The Zion Christian Church believer says he roots for government levy on alcohol not because he is such a Christian but because when it comes to ARVs, 'those [HIV-positive] people [on ARVs] are not only cheating government but themselves, too'. 'There is already an intoxicant in ARVs and drinking alcohol while on ARVs makes them more drunk and weakens the drug,' adds the committee secretary, HIV/AIDS Committee, at his workplace. 'Just imagine someone who is on ARVs being picked by a friend [from Gaborone] to go and drink, say, in Mogodishane, which means he will get drunk and forget the medication because he will have left them at home!'

Pinki's partner, on the other hand, does not know his status. Told that he could be discordant - when one sexual partner is HIV-positive and the other negative - but only and only verifiable through routine counselling and testing, he curtly retorts: '...as long as our government [of Botswana] is there, we shall be getting ARVs. AIDS is a 'normal disease'.'

Currently, Botswana citizens access ARVs free of charge.  The government was also applauded by NGOs - in January 2009 - for passing the Public Service Act of 2008 which stipulates that no employee shall be treated unfavourably or prejudiced for their HIV-positive status. Botswana was the first sub-Saharan African country to introduce routine HIV testing (RHT) with the objective to report programme data for the first two and half years of RHT. Introduced in 2004, rapid HIV tests were introduced later the same year and are widely available. The main criteria for RHT are symptoms of HIV/AIDS, pregnancy, sexually transmitted infection, and attendance for medical examination but testing may also be self-initiated.

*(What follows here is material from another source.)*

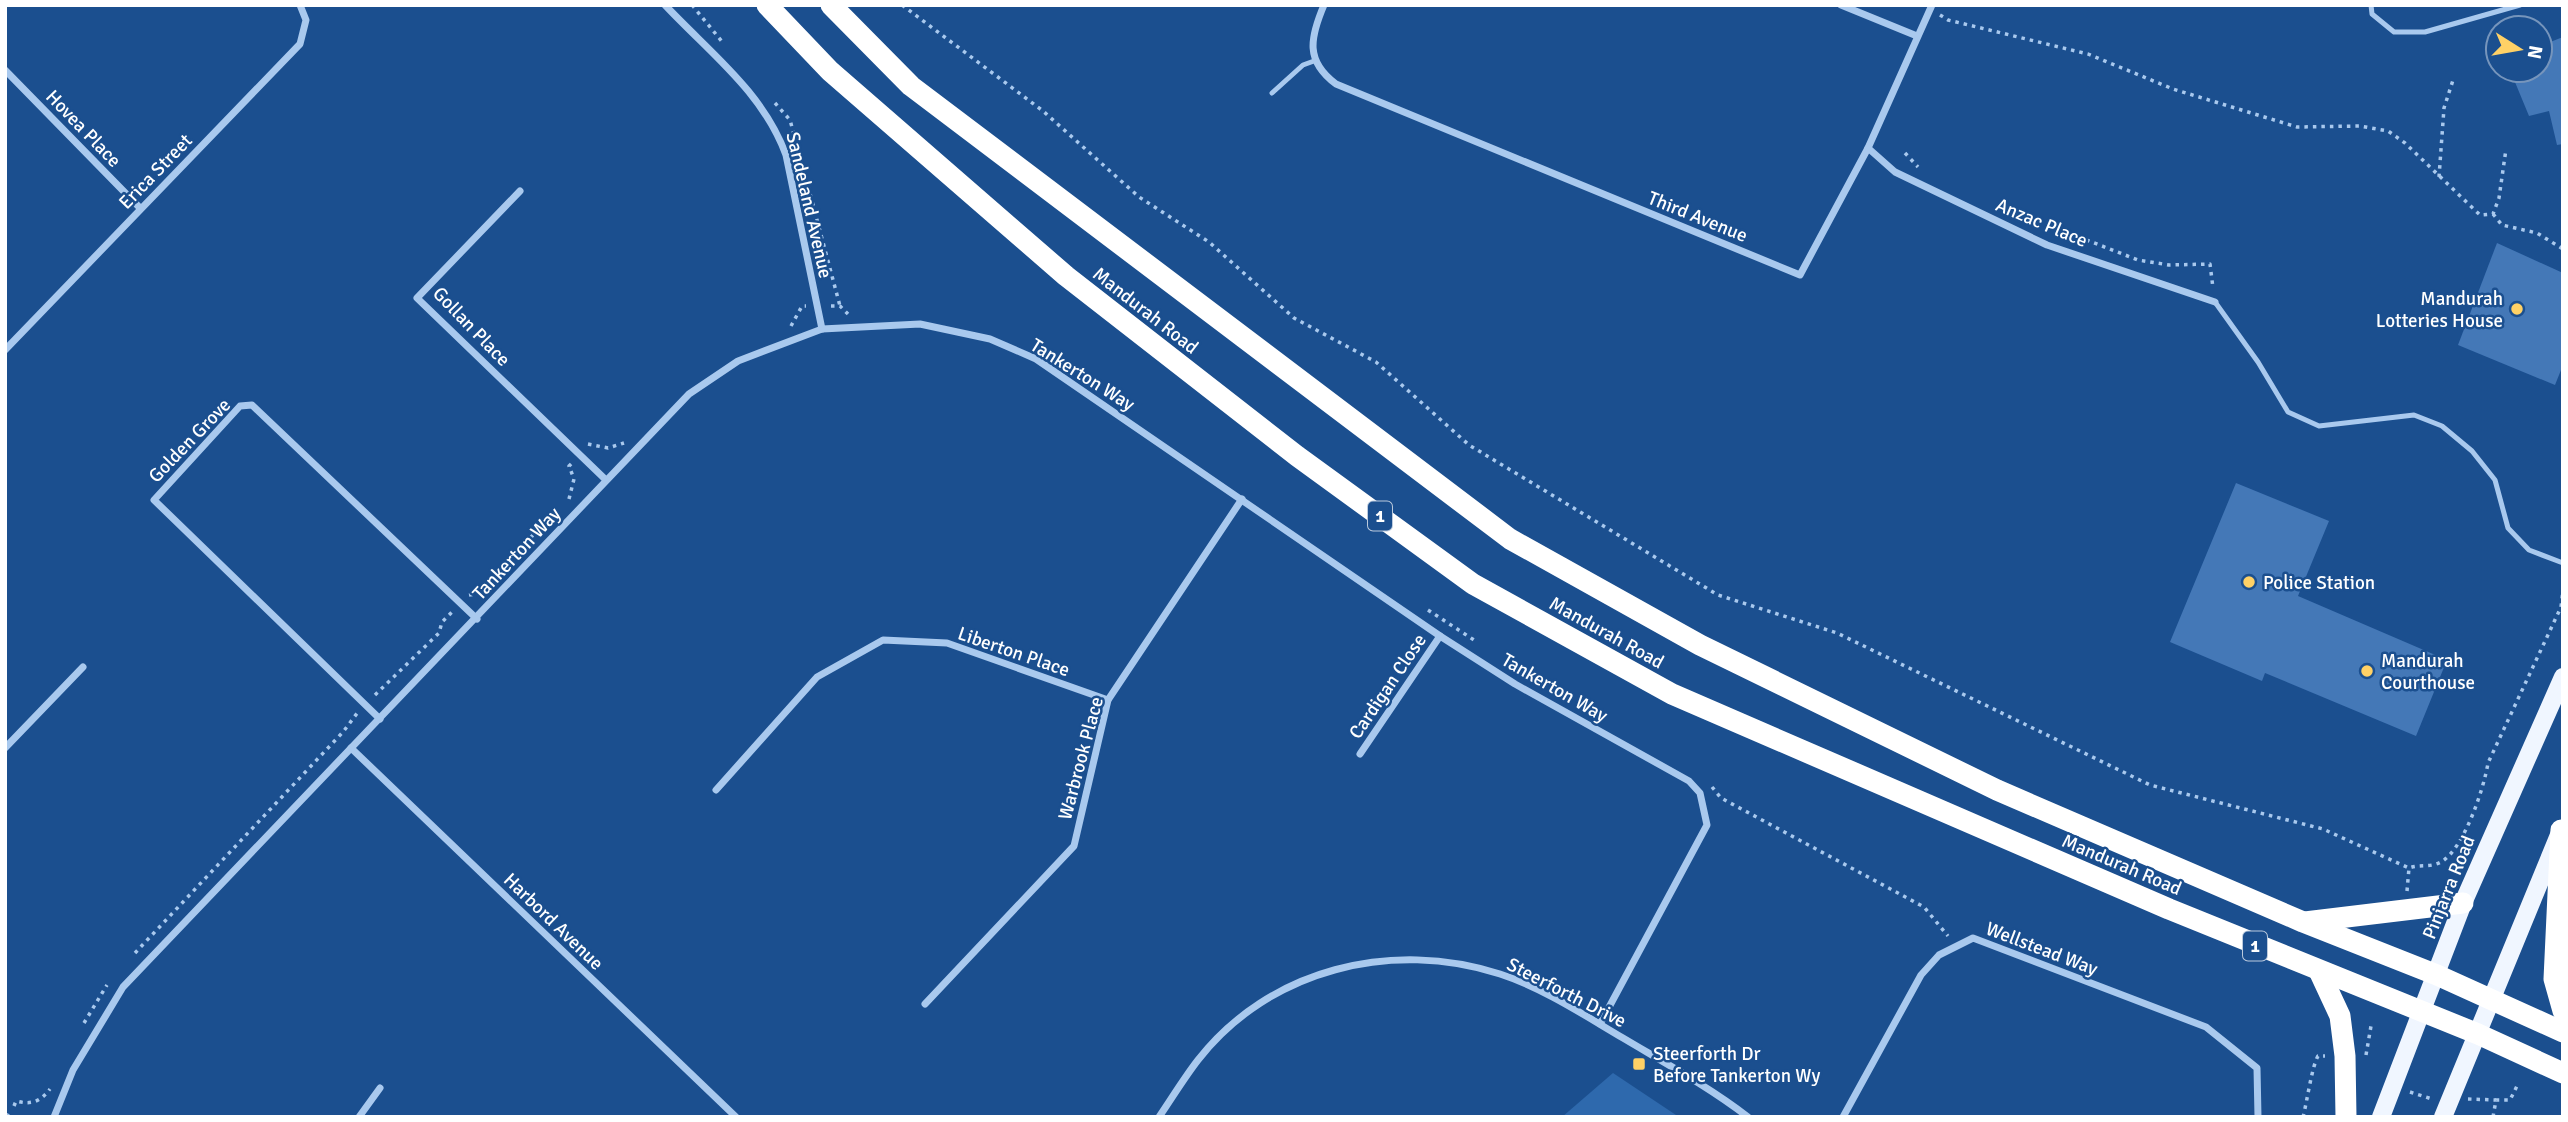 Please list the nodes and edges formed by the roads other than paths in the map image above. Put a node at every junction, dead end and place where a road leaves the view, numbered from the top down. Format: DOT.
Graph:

And findings on RHT in Botswana by Journal of Acquired Immune Deficiency Syndromes, April 1, 2007, indicates a rapid scale-up of RHT.  A total of 60,846 persons were tested through RHT in 2004 versus 157,894 in 2005 and 88, 218 in the first half of 2006. The proportion of men who were tested HIV-positive was 34 per cent versus 30 per cent for women. 'RHT has been widely accepted by the population, and no adverse effects or instances have been reported,' says the findings. 'It [RHT] has provided increased access to preventive services and earlier assessment for antiretroviral treatment,' it concludes.